Architecture
PrimeHub is a kubernetes-based multi-user machine learning platform. For multi-user requirements, we fully integrate with keycloak as the identity provider (IdP) solution.
Here is a high level diagram of PrimeHub
- Keycloak: Identity provider. Provide user databases and authentication/authorization services.
- Console: User interface to use and manage PrimeHub platform. It is a rich web application (by react) and send the user command to graphql server.
- GraphQL: API Server to manage PrimeHub. The API may create/update the resources in kubernetes by kubernetes api or update users/groups by keycloak admin api.
- Controllers: Controllers are group of component to watch and reconcile the state of the kubernetes and keycloak resources. The basic concept is described in the kubernetes official document
- Custom Resources: Kubernetes provide powerful extensibility for API. We can define the custom resources and allow us to store these resources in kubernetes.
- UI Components: For some features, we integrate existing third-party solution (e.g. jupyterhub). We would customize them and integrate our PrimeHub graphql API and configure the OIDC client in our keycloak.
Components
Name | Type | Description |
---|---|---|
keycloak | Identity Provider | Identify server for PrimeHub. It is responsible for managing users, groups, authentication. |
primehub console | UI | PrimeHub UI for users and administrators. |
jupyterhub | UI Components | Third-party mutliple users jupyter project. We integrate it to spawn the jupyter servers. |
admin notebook | UI Components | A special jupyter server for operation purpose. |
graphql | API Server | The primary API Server for PrimeHub. |
groupvolume | Controlers | A metacontroller-based controller. It is responsible to provision a NFS server for a shared volume. (metacontroller is a general purpose controller to implement a controller.) |
gitsync | Controllers | A metacontroller-based controller. It is responsible to manage the gitsync dataset. |
dataset-upload | Controllers | A metacontroller-based controller. It is responsible to manage the dataset upload server. |
primehub controller | Controllers | The single process controller to manage job, image builder, license, etc. This component is relatively new and we hope to include all metacontroller-based controllers to this component in the future. |
admission webhook | Controllers | It implements the admission controller to intercept the request the creation of resources. Currently, we use it to guarantee a pod does not request more resources than quota. |
watcher | Controllers | It monitors images, instance types, datasets custom resources and generate corresponding keycloak roles. |
Data Model
PrimeHub in the core does not have its own database. The persistence state is stored in keycloak and kubernetes cluster.
The data respectively are
- Keycloak: Store the users, groups, user/group binding (member), roles, and group/role binding.

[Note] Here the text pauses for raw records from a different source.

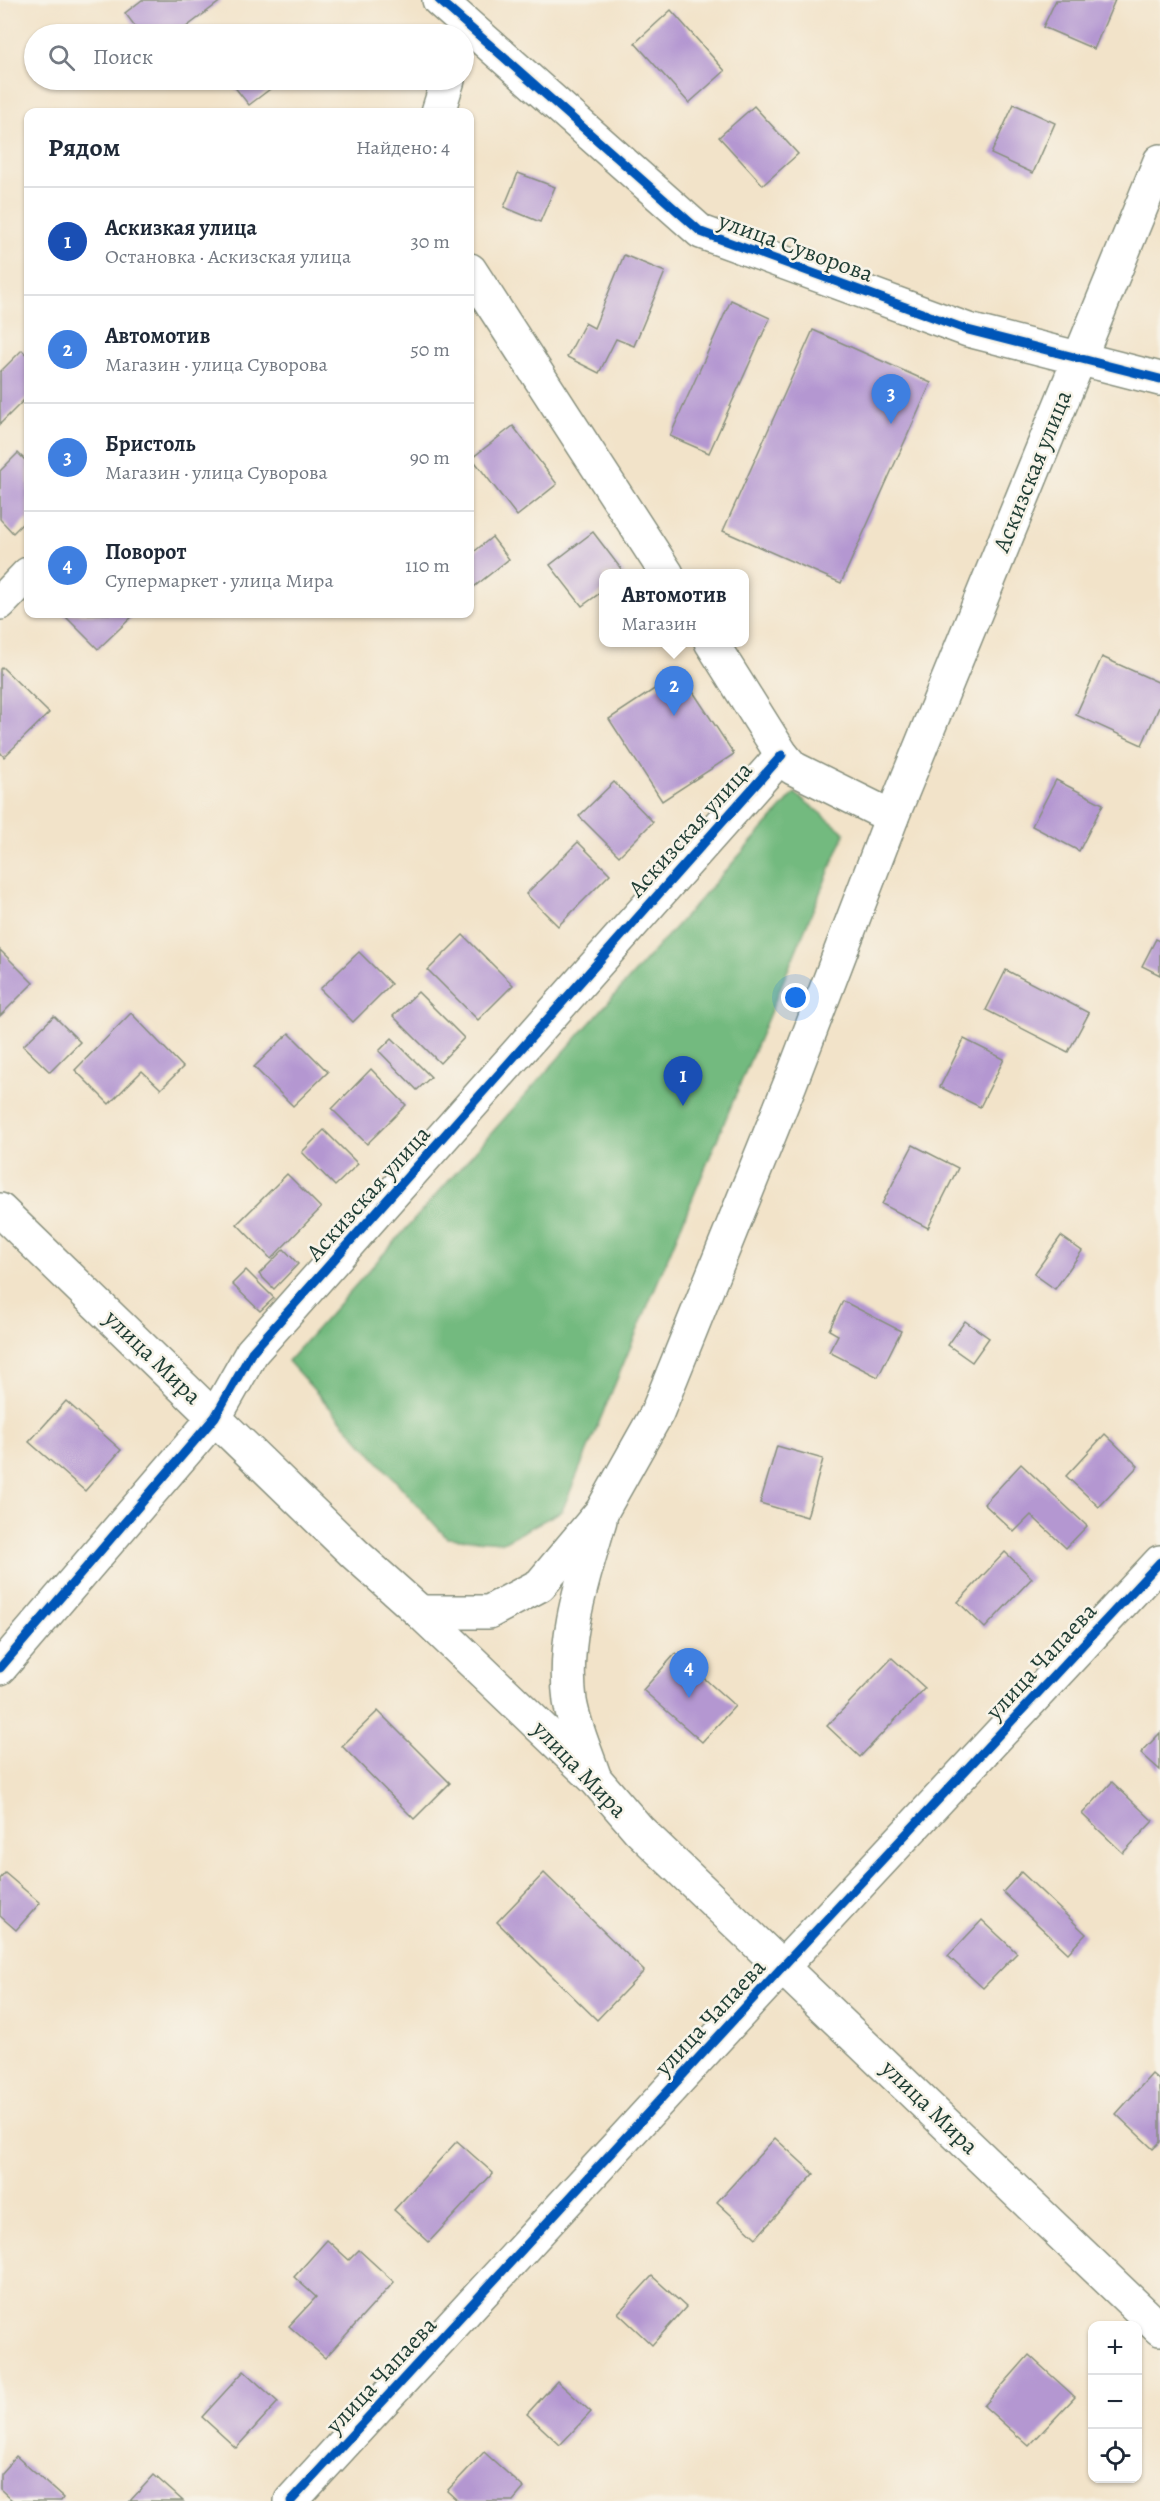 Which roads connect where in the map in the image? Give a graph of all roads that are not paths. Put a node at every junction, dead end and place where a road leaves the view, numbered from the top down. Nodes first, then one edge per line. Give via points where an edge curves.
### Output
1 (439, 0) edge
2 (466, 19) edge
3 (474, 26) edge
4 (445, 90) edge
5 (439, 108) edge
6 (1160, 161) edge
7 (474, 276) edge
8 (1078, 358) junction
9 (1160, 379) edge
10 (664, 569) edge
11 (24, 578) edge
12 (0, 603) edge
13 (714, 647) edge
14 (782, 755) junction
15 (892, 817) junction
16 (0, 1210) edge
17 (215, 1417) junction
18 (602, 1511) junction
19 (1160, 1562) edge
20 (420, 1612) junction
21 (0, 1668) edge
22 (596, 1780) junction
23 (783, 1966) junction
24 (1160, 2329) edge
25 (291, 2501) edge

1 - 2 street, улица Суворова
3 - 8 street, улица Суворова via 700,232 968,330
4 - 5 street
6 - 8 street, Аскизская улица
7 - 10 street
8 - 9 street, улица Суворова
8 - 15 street, Аскизская улица
11 - 12 street
13 - 14 street
14 - 15 street via 793,768
14 - 17 street, Аскизская улица via 252,1352
15 - 18 street, Аскизская улица via 790,1084 657,1413
16 - 17 street, улица Мира
17 - 20 street, улица Мира
17 - 21 street, Аскизская улица
18 - 20 street via 540,1585 489,1612
18 - 22 street via 572,1621 568,1669 571,1704
19 - 23 street, улица Чапаева
20 - 22 street, улица Мира
22 - 23 street, улица Мира via 639,1830
23 - 24 street, улица Мира
23 - 25 street, улица Чапаева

- Kuberentes: Store the common resources among group, like
image
,instance type
,datasets
,imagespecs
, andsecrets
. Or user-created items, likephjobs
.
In PrimeHub design, the common resources (e.g. image
) can be associated to groups. There is a corresponding role of this resource defined in keycloak. And the relationship between resource and group is implemented by role binding. The following diagram depicts the relationship.
For more information, please refer to data model documentation
Design Principles
- Graphql is the primary API server. We use it to control the resources in keycloak and cluster.
- For end-users request, graphql requires an id-token (defined in OpenID Connect) to access the graphql endpoint.
- For server-to-server request, graphql requires a shared secret to access the graphql endpoint with full permission.
- Controllers watch the cluster/keycloak states and reconcile the current state to desired state.
- Controllers may call GraphQL to get the user/group configuration. However, graphql should not know the controllers' existence.